### Exercise data

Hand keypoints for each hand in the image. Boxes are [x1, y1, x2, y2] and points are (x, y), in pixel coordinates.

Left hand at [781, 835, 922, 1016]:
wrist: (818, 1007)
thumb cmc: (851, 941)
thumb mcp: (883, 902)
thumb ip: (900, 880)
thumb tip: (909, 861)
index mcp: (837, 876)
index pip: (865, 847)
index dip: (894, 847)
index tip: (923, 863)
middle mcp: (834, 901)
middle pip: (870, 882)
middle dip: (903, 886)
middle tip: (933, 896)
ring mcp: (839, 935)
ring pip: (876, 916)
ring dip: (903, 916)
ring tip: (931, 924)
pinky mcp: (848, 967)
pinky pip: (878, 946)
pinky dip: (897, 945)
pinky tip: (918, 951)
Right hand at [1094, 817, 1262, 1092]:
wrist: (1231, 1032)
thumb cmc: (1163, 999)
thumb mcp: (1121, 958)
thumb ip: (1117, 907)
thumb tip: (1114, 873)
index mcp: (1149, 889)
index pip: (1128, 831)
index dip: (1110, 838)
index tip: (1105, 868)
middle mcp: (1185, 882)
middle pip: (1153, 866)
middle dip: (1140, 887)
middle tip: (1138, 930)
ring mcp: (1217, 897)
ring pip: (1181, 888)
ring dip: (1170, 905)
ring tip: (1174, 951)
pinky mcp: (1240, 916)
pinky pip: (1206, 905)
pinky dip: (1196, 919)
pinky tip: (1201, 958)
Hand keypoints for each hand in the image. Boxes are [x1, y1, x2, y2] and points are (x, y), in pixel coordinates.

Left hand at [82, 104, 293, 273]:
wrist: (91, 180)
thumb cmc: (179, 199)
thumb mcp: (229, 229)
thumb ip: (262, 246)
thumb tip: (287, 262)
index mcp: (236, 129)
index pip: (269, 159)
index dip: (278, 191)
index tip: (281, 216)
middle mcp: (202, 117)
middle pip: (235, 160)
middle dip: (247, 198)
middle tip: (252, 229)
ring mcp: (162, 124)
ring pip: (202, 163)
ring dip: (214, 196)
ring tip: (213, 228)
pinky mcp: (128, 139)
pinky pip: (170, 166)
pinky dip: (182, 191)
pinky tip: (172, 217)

### The problem
Word for word, restate the line with "ring mcp: (162, 124)" and all remaining lines of the material, stopping only at the final line.

### Reply
ring mcp: (162, 124)
ring pip: (202, 163)
ring dip: (214, 196)
ring tip: (213, 228)
pinky mcp: (128, 139)
pinky pip: (170, 166)
pinky dip: (182, 191)
pinky tip: (172, 217)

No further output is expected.